▶ [DATA FOR REVIEW]:
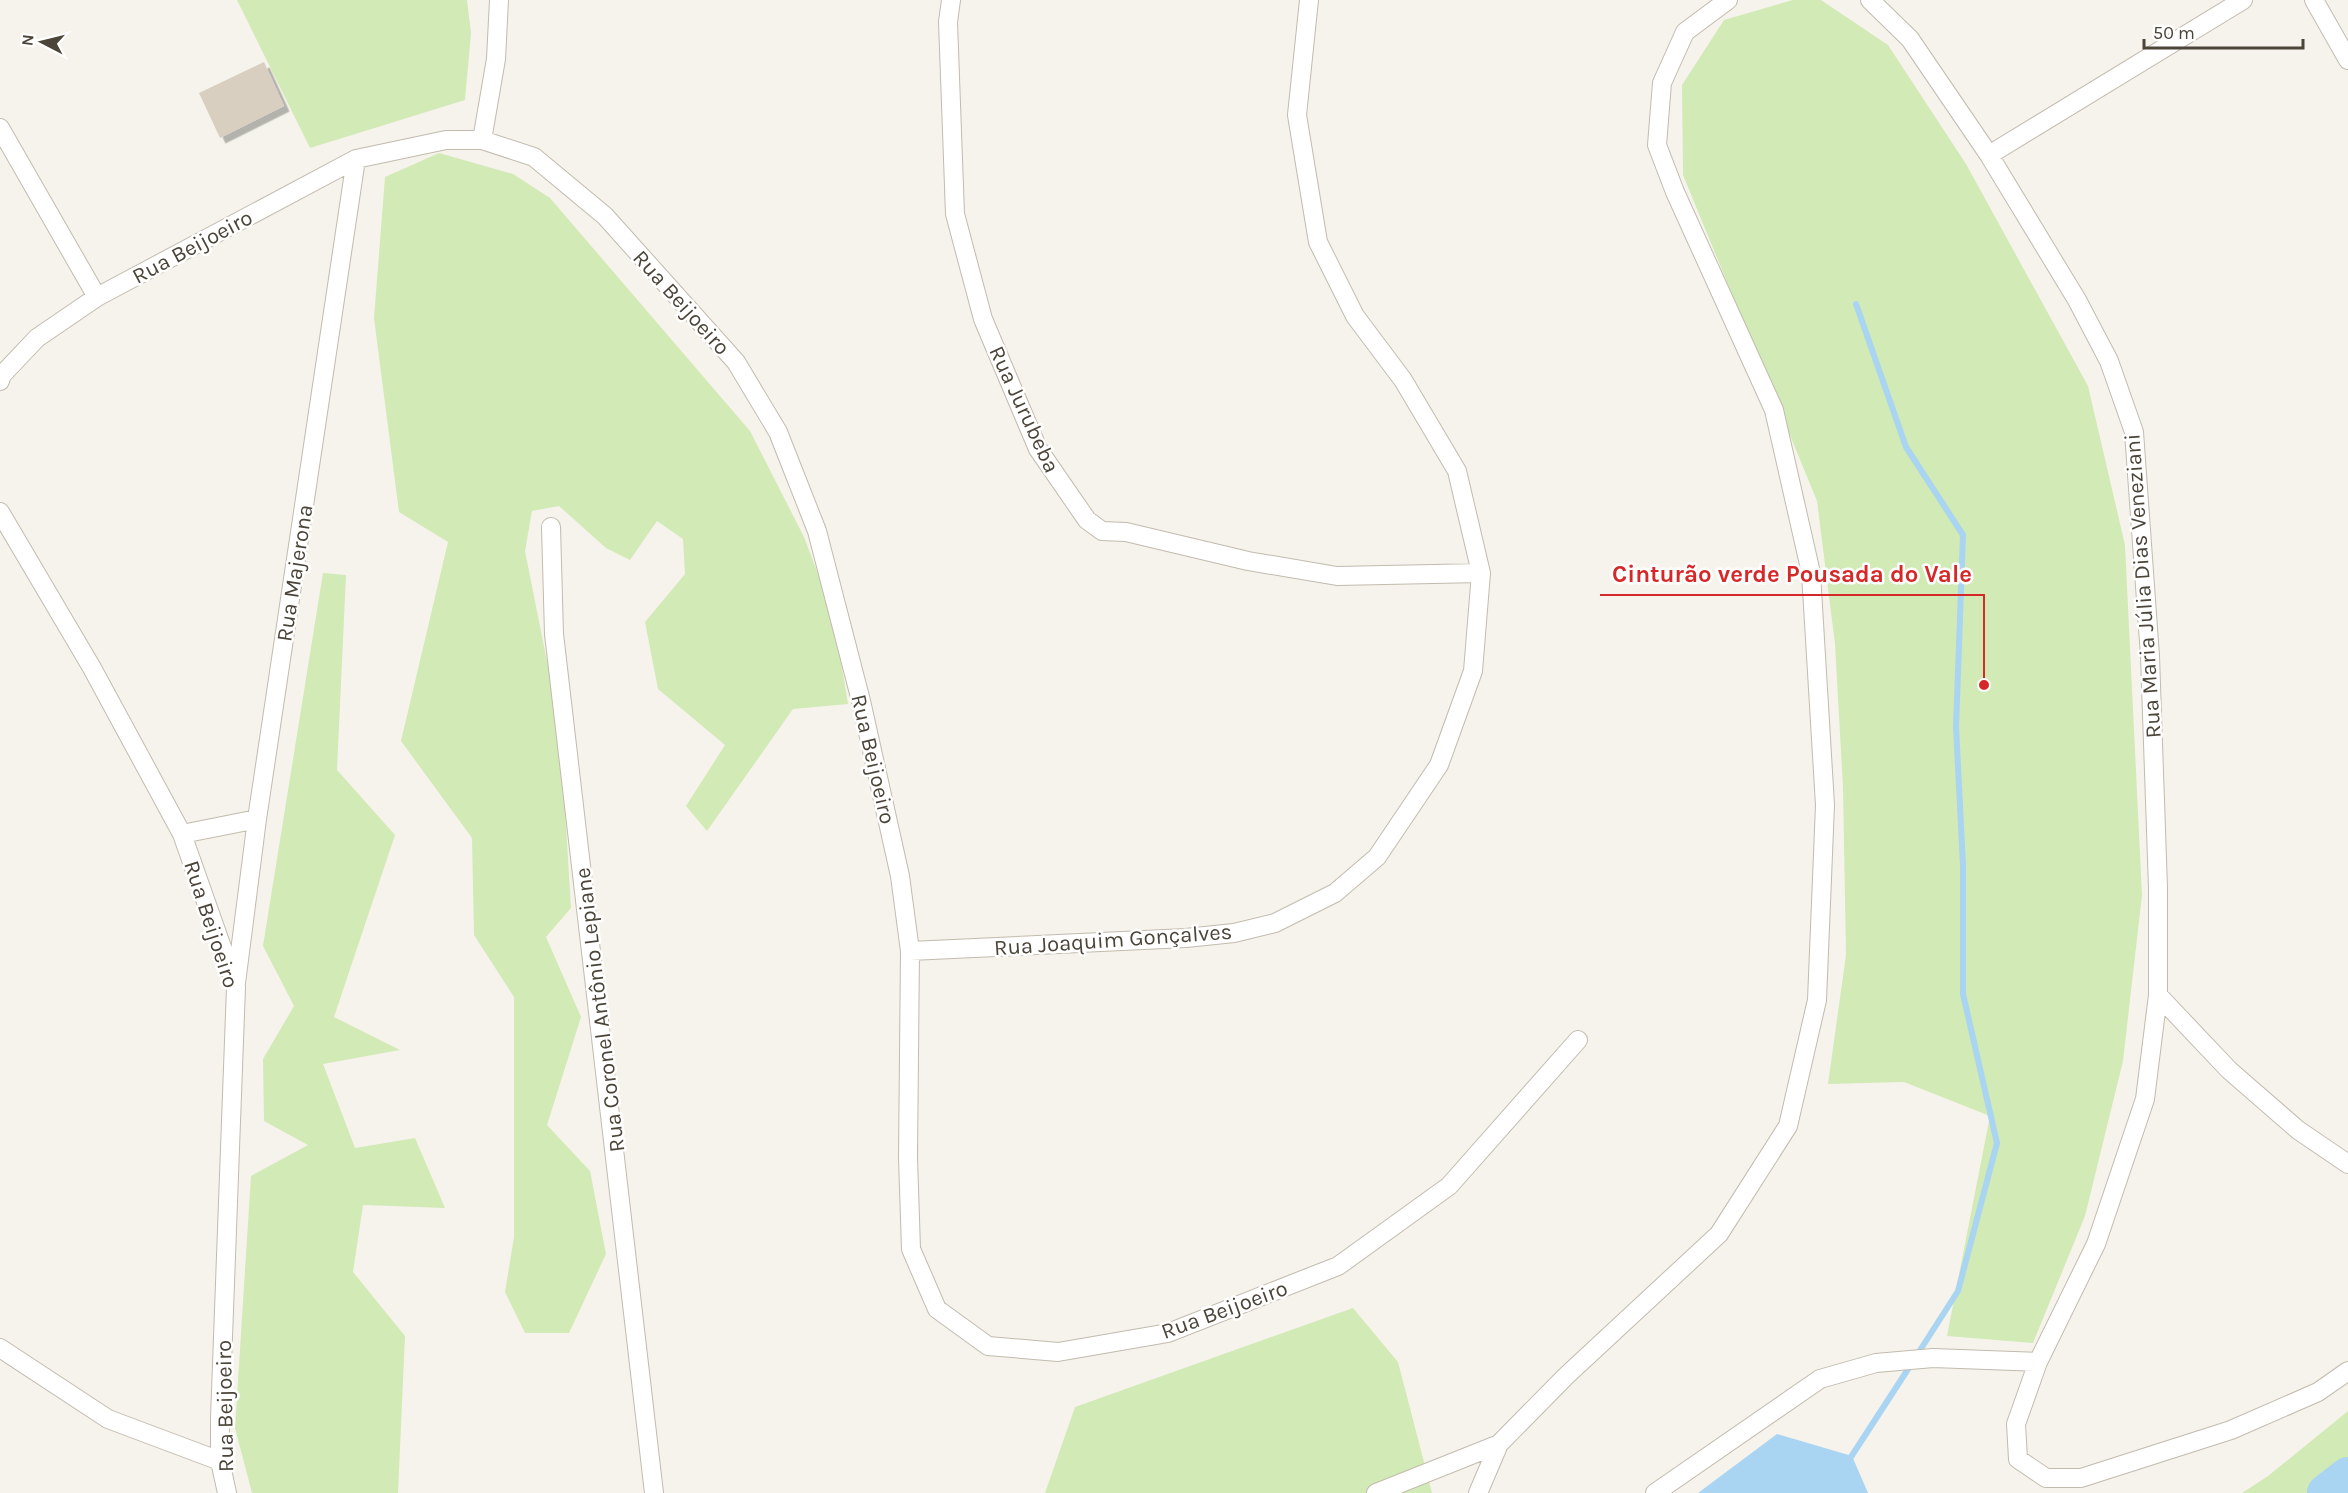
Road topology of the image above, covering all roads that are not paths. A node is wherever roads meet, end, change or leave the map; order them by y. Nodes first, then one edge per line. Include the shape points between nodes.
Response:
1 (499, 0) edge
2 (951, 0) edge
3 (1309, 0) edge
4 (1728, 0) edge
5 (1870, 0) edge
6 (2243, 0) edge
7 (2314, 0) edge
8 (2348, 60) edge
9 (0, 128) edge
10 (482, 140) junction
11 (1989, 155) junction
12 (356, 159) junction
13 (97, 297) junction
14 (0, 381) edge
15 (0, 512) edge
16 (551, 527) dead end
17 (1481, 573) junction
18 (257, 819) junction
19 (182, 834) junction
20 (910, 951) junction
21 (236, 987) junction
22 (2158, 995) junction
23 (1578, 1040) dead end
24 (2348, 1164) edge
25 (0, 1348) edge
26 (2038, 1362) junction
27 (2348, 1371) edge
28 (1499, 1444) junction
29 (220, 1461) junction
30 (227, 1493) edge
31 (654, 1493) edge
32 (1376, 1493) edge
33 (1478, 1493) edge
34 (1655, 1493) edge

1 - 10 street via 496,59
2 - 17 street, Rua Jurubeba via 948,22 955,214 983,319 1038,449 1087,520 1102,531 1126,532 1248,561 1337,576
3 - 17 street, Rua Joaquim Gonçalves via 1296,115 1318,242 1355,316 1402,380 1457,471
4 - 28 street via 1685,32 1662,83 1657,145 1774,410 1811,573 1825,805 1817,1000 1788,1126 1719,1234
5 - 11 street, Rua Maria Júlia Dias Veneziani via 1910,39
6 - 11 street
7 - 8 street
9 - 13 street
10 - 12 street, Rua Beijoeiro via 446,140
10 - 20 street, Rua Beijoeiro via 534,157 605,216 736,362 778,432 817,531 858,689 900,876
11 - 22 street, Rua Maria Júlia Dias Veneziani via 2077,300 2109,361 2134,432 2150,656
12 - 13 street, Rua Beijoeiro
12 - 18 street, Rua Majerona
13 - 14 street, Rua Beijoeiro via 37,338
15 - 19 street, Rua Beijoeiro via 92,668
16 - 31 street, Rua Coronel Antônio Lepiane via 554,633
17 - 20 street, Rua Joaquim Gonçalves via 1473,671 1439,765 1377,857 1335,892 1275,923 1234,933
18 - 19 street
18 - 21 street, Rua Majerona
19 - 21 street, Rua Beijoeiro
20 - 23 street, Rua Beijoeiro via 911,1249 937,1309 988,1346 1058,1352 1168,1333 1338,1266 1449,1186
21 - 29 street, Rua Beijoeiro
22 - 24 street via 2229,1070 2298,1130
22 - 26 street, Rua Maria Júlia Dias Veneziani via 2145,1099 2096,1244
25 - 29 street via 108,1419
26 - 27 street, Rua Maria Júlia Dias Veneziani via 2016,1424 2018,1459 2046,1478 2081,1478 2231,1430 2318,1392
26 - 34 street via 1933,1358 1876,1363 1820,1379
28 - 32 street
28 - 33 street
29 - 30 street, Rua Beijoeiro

▶ [WHAT TO PRODUCE]: Give back the whole listing exactly, without pictures.

▶ [FINISHED TASK]:
Road topology of the image above, covering all roads that are not paths. A node is wherever roads meet, end, change or leave the map; order them by y. Nodes first, then one edge per line. Include the shape points between nodes.
Response:
1 (499, 0) edge
2 (951, 0) edge
3 (1309, 0) edge
4 (1728, 0) edge
5 (1870, 0) edge
6 (2243, 0) edge
7 (2314, 0) edge
8 (2348, 60) edge
9 (0, 128) edge
10 (482, 140) junction
11 (1989, 155) junction
12 (356, 159) junction
13 (97, 297) junction
14 (0, 381) edge
15 (0, 512) edge
16 (551, 527) dead end
17 (1481, 573) junction
18 (257, 819) junction
19 (182, 834) junction
20 (910, 951) junction
21 (236, 987) junction
22 (2158, 995) junction
23 (1578, 1040) dead end
24 (2348, 1164) edge
25 (0, 1348) edge
26 (2038, 1362) junction
27 (2348, 1371) edge
28 (1499, 1444) junction
29 (220, 1461) junction
30 (227, 1493) edge
31 (654, 1493) edge
32 (1376, 1493) edge
33 (1478, 1493) edge
34 (1655, 1493) edge

1 - 10 street via 496,59
2 - 17 street, Rua Jurubeba via 948,22 955,214 983,319 1038,449 1087,520 1102,531 1126,532 1248,561 1337,576
3 - 17 street, Rua Joaquim Gonçalves via 1296,115 1318,242 1355,316 1402,380 1457,471
4 - 28 street via 1685,32 1662,83 1657,145 1774,410 1811,573 1825,805 1817,1000 1788,1126 1719,1234
5 - 11 street, Rua Maria Júlia Dias Veneziani via 1910,39
6 - 11 street
7 - 8 street
9 - 13 street
10 - 12 street, Rua Beijoeiro via 446,140
10 - 20 street, Rua Beijoeiro via 534,157 605,216 736,362 778,432 817,531 858,689 900,876
11 - 22 street, Rua Maria Júlia Dias Veneziani via 2077,300 2109,361 2134,432 2150,656
12 - 13 street, Rua Beijoeiro
12 - 18 street, Rua Majerona
13 - 14 street, Rua Beijoeiro via 37,338
15 - 19 street, Rua Beijoeiro via 92,668
16 - 31 street, Rua Coronel Antônio Lepiane via 554,633
17 - 20 street, Rua Joaquim Gonçalves via 1473,671 1439,765 1377,857 1335,892 1275,923 1234,933
18 - 19 street
18 - 21 street, Rua Majerona
19 - 21 street, Rua Beijoeiro
20 - 23 street, Rua Beijoeiro via 911,1249 937,1309 988,1346 1058,1352 1168,1333 1338,1266 1449,1186
21 - 29 street, Rua Beijoeiro
22 - 24 street via 2229,1070 2298,1130
22 - 26 street, Rua Maria Júlia Dias Veneziani via 2145,1099 2096,1244
25 - 29 street via 108,1419
26 - 27 street, Rua Maria Júlia Dias Veneziani via 2016,1424 2018,1459 2046,1478 2081,1478 2231,1430 2318,1392
26 - 34 street via 1933,1358 1876,1363 1820,1379
28 - 32 street
28 - 33 street
29 - 30 street, Rua Beijoeiro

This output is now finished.